Толпа вокруг информационных стендов замерла, уставившись на эту кричащую надпись. Люди вокруг обсуждали, тыкали пальцами, шептались.
— Что за черт? — выдохнул Львов, ошарашенно глядя на малеванные буквы.
— Боже… — Юсупов покачал головой, его лицо побледнело. — Это серьезная провокация.
Я спокойно взирал на эти художества, но внутри меня поднималась волна гнева. И ведь кто-то не испугался пойти против Черного Алмаза.
— Ты это видел? — кто-то из курсантов обратился к своему соседу, кивая в мою сторону. — Он и правда тут, Николаев.
— Смотрите, это он! — в толпе раздались нервные смешки.
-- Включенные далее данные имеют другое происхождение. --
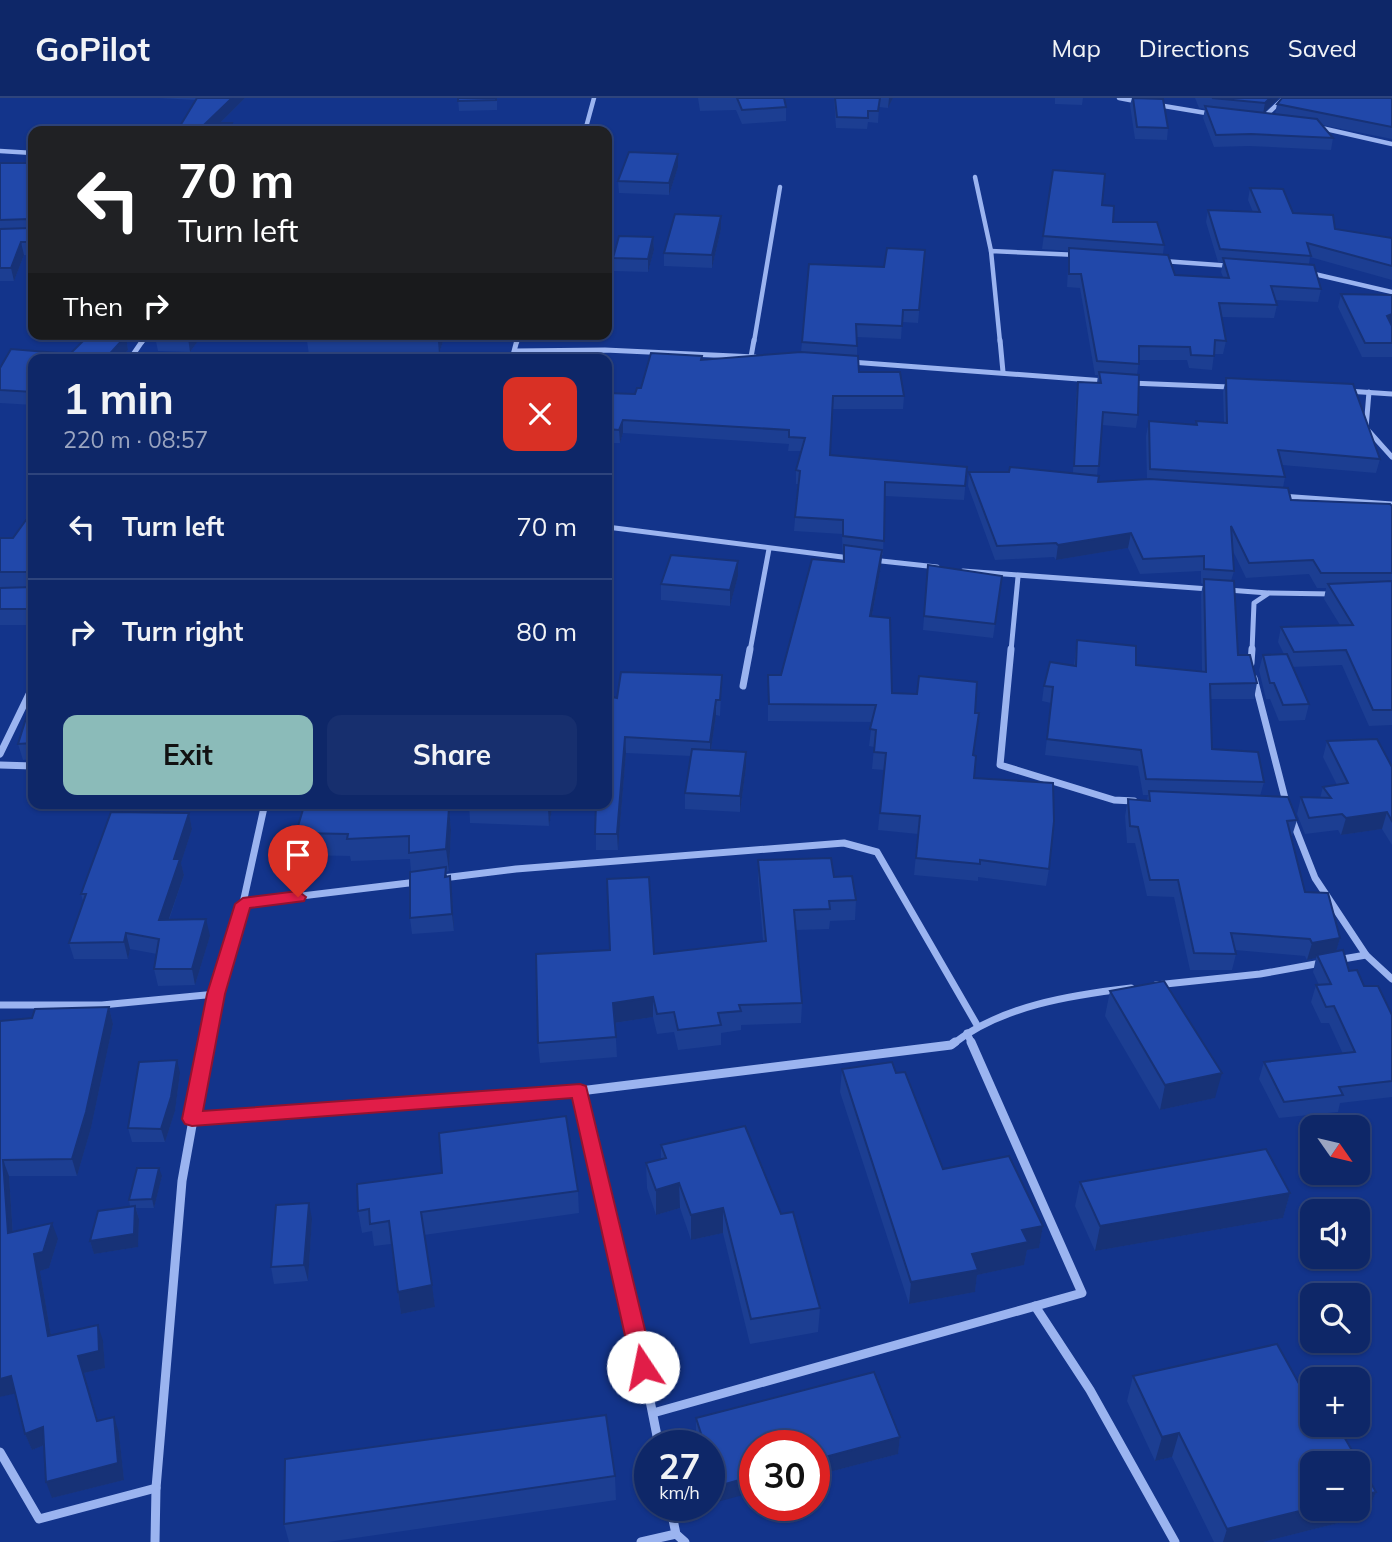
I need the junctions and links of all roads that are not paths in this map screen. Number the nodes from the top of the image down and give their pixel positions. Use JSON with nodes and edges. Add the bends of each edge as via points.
{"nodes":[{"id":1,"x":594,"y":98,"type":"edge"},
{"id":2,"x":1119,"y":98,"type":"edge"},
{"id":3,"x":1284,"y":98,"type":"edge"},
{"id":4,"x":1225,"y":116,"type":"edge"},
{"id":5,"x":1251,"y":118,"type":"edge"},
{"id":6,"x":1265,"y":119,"type":"junction"},
{"id":7,"x":1276,"y":121,"type":"edge"},
{"id":8,"x":1309,"y":125,"type":"edge"},
{"id":9,"x":586,"y":126,"type":"edge"},
{"id":10,"x":1392,"y":144,"type":"edge"},
{"id":11,"x":0,"y":151,"type":"edge"},
{"id":12,"x":28,"y":153,"type":"edge"},
{"id":13,"x":975,"y":177,"type":"dead end"},
{"id":14,"x":780,"y":187,"type":"dead end"},
{"id":15,"x":991,"y":251,"type":"junction"},
{"id":16,"x":1083,"y":256,"type":"edge"},
{"id":17,"x":1162,"y":260,"type":"edge"},
{"id":18,"x":1244,"y":267,"type":"edge"},
{"id":19,"x":1298,"y":272,"type":"edge"},
{"id":20,"x":1392,"y":292,"type":"edge"},
{"id":21,"x":518,"y":340,"type":"edge"},
{"id":22,"x":515,"y":351,"type":"junction"},
{"id":23,"x":514,"y":354,"type":"edge"},
{"id":24,"x":751,"y":357,"type":"junction"},
{"id":25,"x":765,"y":357,"type":"edge"},
{"id":26,"x":849,"y":362,"type":"edge"},
{"id":27,"x":1003,"y":372,"type":"junction"},
{"id":28,"x":1111,"y":381,"type":"edge"},
{"id":29,"x":1124,"y":382,"type":"edge"},
{"id":30,"x":1242,"y":387,"type":"edge"},
{"id":31,"x":1344,"y":391,"type":"edge"},
{"id":32,"x":1369,"y":392,"type":"junction"},
{"id":33,"x":1392,"y":394,"type":"edge"},
{"id":34,"x":1392,"y":457,"type":"edge"},
{"id":35,"x":1266,"y":495,"type":"edge"},
{"id":36,"x":1392,"y":505,"type":"edge"},
{"id":37,"x":612,"y":528,"type":"edge"},
{"id":38,"x":769,"y":549,"type":"junction"},
{"id":39,"x":942,"y":568,"type":"edge"},
{"id":40,"x":954,"y":569,"type":"edge"},
{"id":41,"x":1018,"y":577,"type":"junction"},
{"id":42,"x":1269,"y":593,"type":"junction"},
{"id":43,"x":1345,"y":594,"type":"edge"},
{"id":44,"x":743,"y":686,"type":"dead end"},
{"id":45,"x":28,"y":696,"type":"edge"},
{"id":46,"x":0,"y":754,"type":"edge"},
{"id":47,"x":0,"y":765,"type":"edge"},
{"id":48,"x":28,"y":766,"type":"edge"},
{"id":49,"x":1140,"y":801,"type":"edge"},
{"id":50,"x":1273,"y":804,"type":"edge"},
{"id":51,"x":1287,"y":804,"type":"junction"},
{"id":52,"x":264,"y":809,"type":"edge"},
{"id":53,"x":434,"y":880,"type":"edge"},
{"id":54,"x":421,"y":881,"type":"edge"},
{"id":55,"x":243,"y":904,"type":"junction"},
{"id":56,"x":1366,"y":955,"type":"junction"},
{"id":57,"x":1392,"y":979,"type":"edge"},
{"id":58,"x":216,"y":994,"type":"junction"},
{"id":59,"x":0,"y":1005,"type":"edge"},
{"id":60,"x":977,"y":1025,"type":"junction"},
{"id":61,"x":967,"y":1033,"type":"junction"},
{"id":62,"x":580,"y":1091,"type":"junction"},
{"id":63,"x":192,"y":1119,"type":"junction"},
{"id":64,"x":1035,"y":1306,"type":"junction"},
{"id":65,"x":653,"y":1413,"type":"junction"},
{"id":66,"x":656,"y":1430,"type":"edge"},
{"id":67,"x":0,"y":1452,"type":"edge"},
{"id":68,"x":156,"y":1488,"type":"junction"},
{"id":69,"x":673,"y":1521,"type":"edge"},
{"id":70,"x":676,"y":1534,"type":"junction"},
{"id":71,"x":155,"y":1542,"type":"edge"},
{"id":72,"x":641,"y":1542,"type":"edge"},
{"id":73,"x":685,"y":1542,"type":"edge"},
{"id":74,"x":1175,"y":1542,"type":"edge"}],
"edges":[{"from":1,"to":9,"type":"street"},
{"from":2,"to":4,"type":"street"},
{"from":3,"to":6,"type":"street"},
{"from":5,"to":6,"type":"street"},
{"from":6,"to":7,"type":"street"},
{"from":8,"to":10,"type":"street"},
{"from":11,"to":12,"type":"street"},
{"from":13,"to":15,"type":"street"},
{"from":14,"to":24,"type":"street"},
{"from":15,"to":16,"type":"street"},
{"from":15,"to":27,"type":"street"},
{"from":17,"to":18,"type":"street"},
{"from":19,"to":20,"type":"street"},
{"from":21,"to":22,"type":"street"},
{"from":22,"to":23,"type":"street"},
{"from":22,"to":24,"type":"street"},
{"from":24,"to":25,"type":"street"},
{"from":26,"to":27,"type":"street"},
{"from":27,"to":28,"type":"street"},
{"from":29,"to":30,"type":"street"},
{"from":31,"to":32,"type":"street"},
{"from":32,"to":33,"type":"street"},
{"from":32,"to":34,"type":"street","via":[[1366,428]]},
{"from":35,"to":36,"type":"street"},
{"from":37,"to":38,"type":"street"},
{"from":38,"to":39,"type":"street"},
{"from":38,"to":44,"type":"street"},
{"from":40,"to":41,"type":"street"},
{"from":41,"to":42,"type":"street"},
{"from":41,"to":49,"type":"street","via":[[1000,765],[1114,800]]},
{"from":42,"to":43,"type":"street"},
{"from":42,"to":51,"type":"street","via":[[1254,603],[1250,660]]},
{"from":45,"to":46,"type":"street"},
{"from":47,"to":48,"type":"street"},
{"from":50,"to":51,"type":"street"},
{"from":51,"to":56,"type":"street","via":[[1315,878]]},
{"from":52,"to":55,"type":"street"},
{"from":53,"to":60,"type":"street","via":[[516,869],[844,843],[877,852]]},
{"from":54,"to":55,"type":"street"},
{"from":55,"to":58,"type":"street"},
{"from":56,"to":57,"type":"street"},
{"from":56,"to":60,"type":"street","via":[[1260,974],[1079,994]]},
{"from":58,"to":59,"type":"street","via":[[102,1005]]},
{"from":58,"to":63,"type":"street"},
{"from":60,"to":61,"type":"street"},
{"from":61,"to":62,"type":"street","via":[[951,1045]]},
{"from":61,"to":64,"type":"street","via":[[1082,1293]]},
{"from":62,"to":63,"type":"street"},
{"from":62,"to":65,"type":"street"},
{"from":63,"to":68,"type":"street","via":[[182,1181]]},
{"from":64,"to":65,"type":"street"},
{"from":64,"to":74,"type":"street","via":[[1090,1390]]},
{"from":65,"to":66,"type":"street"},
{"from":67,"to":68,"type":"street","via":[[38,1519]]},
{"from":68,"to":71,"type":"street"},
{"from":69,"to":70,"type":"street"},
{"from":70,"to":72,"type":"street"},
{"from":70,"to":73,"type":"street"}]}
Львов подошел ко мне ближе и тихо сказал:
— Алексей, не реагируй. Это провокация.
— Разумеется, — отозвался я.
— Они явно хотели устроить представление, — добавил Юсупов, сжав кулаки. — Нужно найти, кто это сделал.
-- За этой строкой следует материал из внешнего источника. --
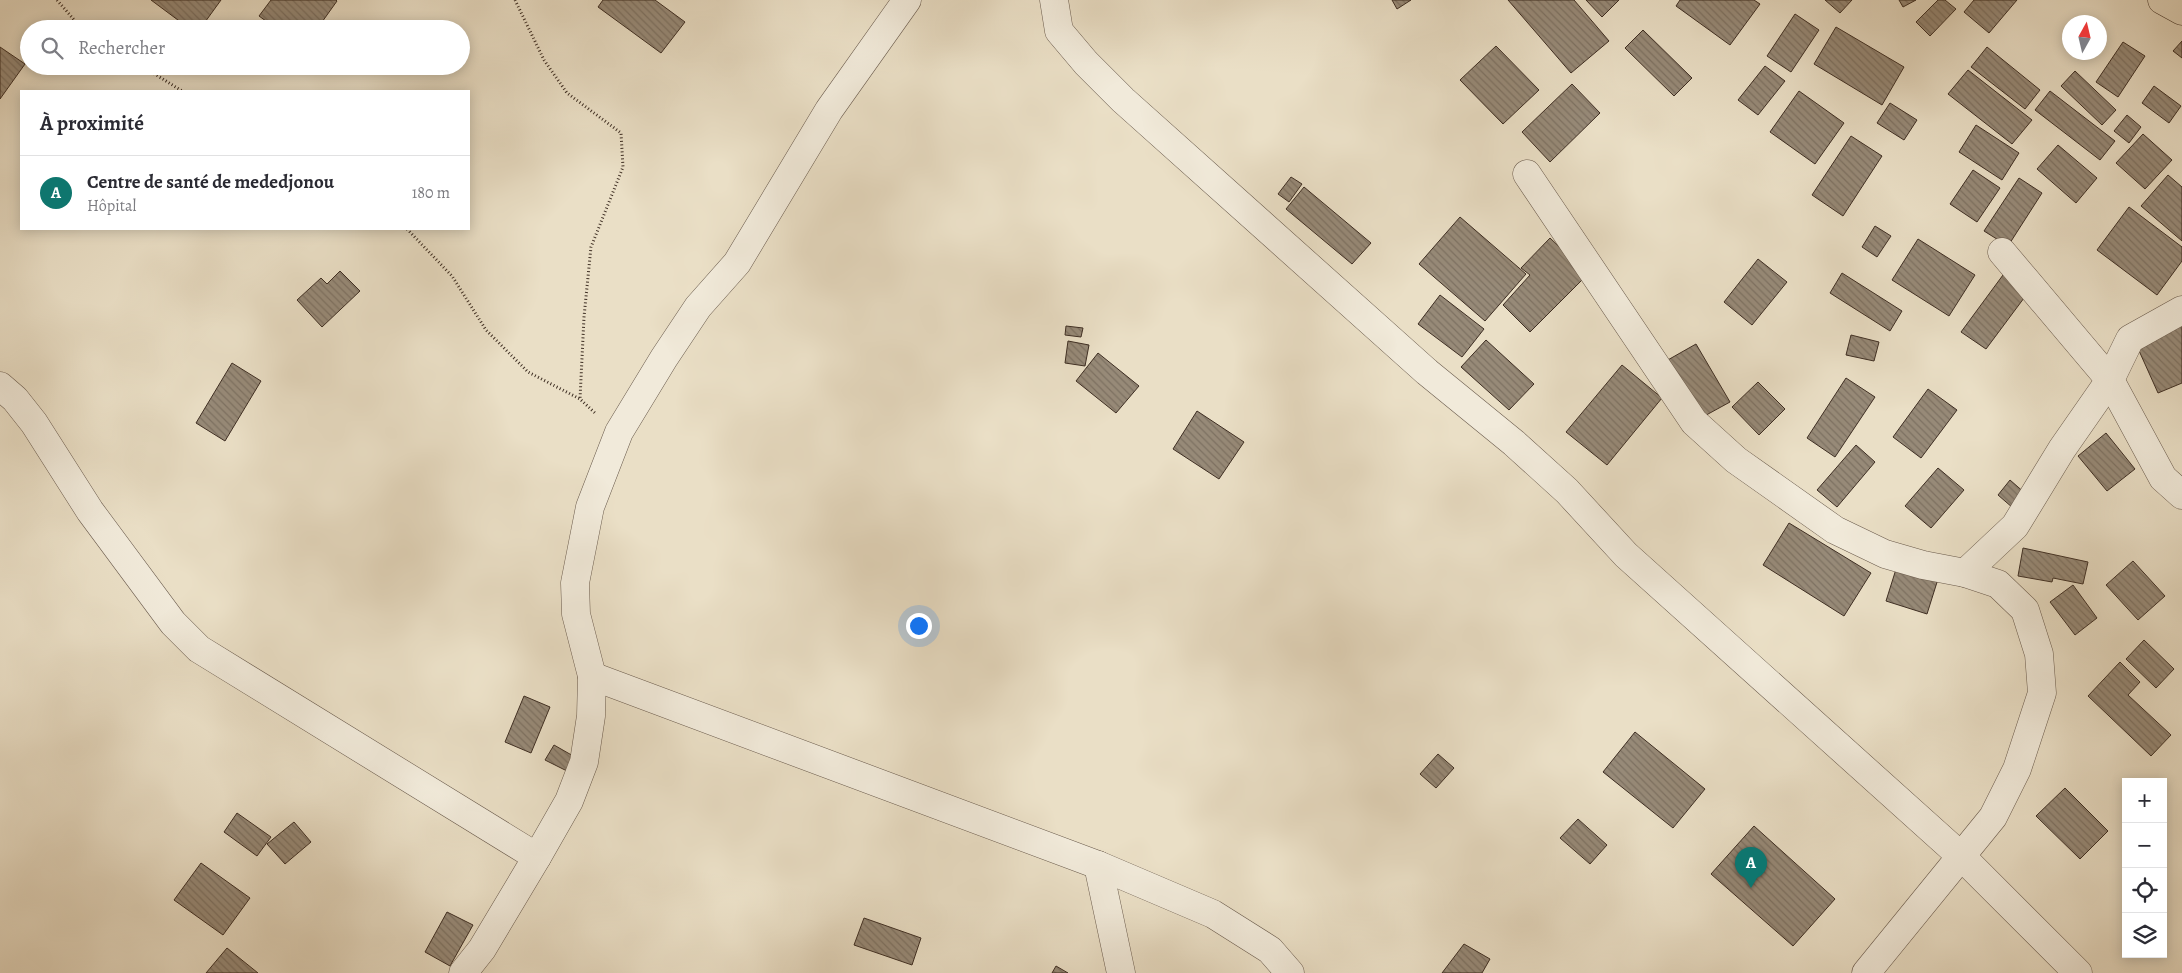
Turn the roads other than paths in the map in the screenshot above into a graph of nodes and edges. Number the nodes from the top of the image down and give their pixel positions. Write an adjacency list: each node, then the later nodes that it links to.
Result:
1 (907, 0): 12 (street)
2 (1054, 0): 14 (street)
3 (2162, 0): 4 (main road)
4 (2182, 11)
5 (1527, 174): 11 (street)
6 (2002, 252): 8 (street)
7 (2182, 310): 8 (street)
8 (2110, 380): 10 (street); 11 (street)
9 (0, 386): 13 (street)
10 (2182, 495)
11 (1965, 573): 14 (street)
12 (592, 676): 13 (street); 15 (street)
13 (537, 857): 16 (street)
14 (1962, 857): 19 (street); 20 (street)
15 (1098, 865): 17 (street); 18 (street)
16 (463, 973)
17 (1121, 973)
18 (1290, 973)
19 (1866, 973)
20 (2078, 973)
— Это точно Безбородко, — процедил Лева. — Он не смог тебя обойти на собрании, так теперь решил очернить меня перед всеми.
Я пока не стал ничего утверждать. Безбородко не скрывал своей неприязни ко мне, но он не казался мне идиотом. Идти против меня так открыто? Он что, бессмертный? Или кто-то узнал о нашем конфликте и решил этим воспользоваться?
— В любом случае, — Лева посмотрел мне в глаза, стараясь говорить спокойно и рассудительно. — Нам сейчас нужно держаться спокойно и не поддаваться на провокации. Твоя задача — сохранить авторитет.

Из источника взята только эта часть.